The government plans to take an educational approach to complaints raised on medical paid leave, but Administrative Monetary Penalties (AMPS) will be given to non-compliant businesses. The fines will depend on the size of the business and the type of violation. The size of the businesses is determined by the employee count and annual gross revenues for the fiscal year before the violation has been issued. Micro businesses have fewer than five employees or less than $30,000 in annual gross revenues, small businesses have fewer than 100 employees or less than $5 million, and anything larger is considered a large business. Examples of violations and penalties include:
- Failure to keep records for 3 years
- Micro business $250
- Small business $500
- Failure to provide Payments
- Micro business $750
- Small business $1,500
- Failure to provide the medical leave
- Micro business $1,500
- Small business $3,000
Employee Earning Examples
Example 1 – Hired before Dec 1, 2022
Hélène has been continuously employed full-time with ABC Ltd. for two years. On December 1st, 2022, she starts to accrue the new paid medical sick leave days. Thirty days later (December 31st, 2022) Hélène has earned 3 days of paid medical sick leave. After continuing to work through January 2023, she earns another paid medical leave day on February 1, 2023. If Hélène gets sick in March, she could take up to 4 days of paid medical leave, but if she does not use any of her paid medical leave, she can continue to accrue up to 10 days per year.
Example 2 – Short term employee
Shawn has been hired to work for three weeks starting February 15, 2023. After his contract is done, he is again hired to work June 1st, 2023. As he doesn’t work for the company continuously for 30 days, he is not eligible for any paid medical leave.

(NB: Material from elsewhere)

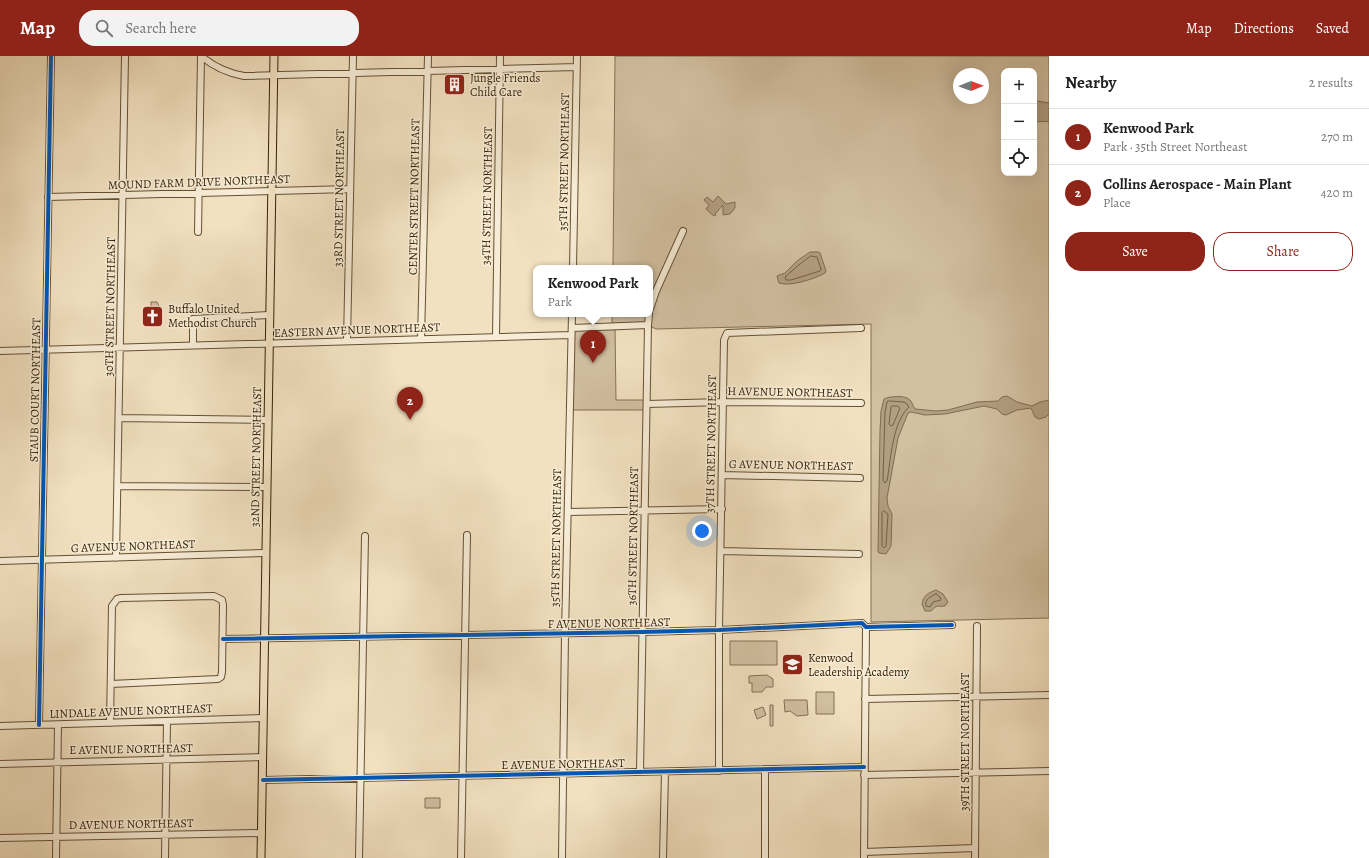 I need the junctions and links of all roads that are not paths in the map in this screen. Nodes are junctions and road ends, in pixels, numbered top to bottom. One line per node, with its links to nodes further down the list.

Example 3: Employee hired after Dec 1st, 2022
Emma starts working for Company XYZ on March 5, 2023, and is doing a great job, so they keep her on. Company XYZ uses a year of employment for both annual vacation and medical leave with pay calculation, which starts on April 1st, and ends on March 31st the following year.
Emma will earn:
- 3 days of paid leave on April 4th (the day after completing her qualifying period of 30 days of continuous employment);
- A 4th day on June 1st (the first day of the month after completing an additional month of continuous employment); and
- An additional day on July 1st, August 1st, September 1st, October 1st, November 1st and December 1st (for a total of 10 days in the year of employment).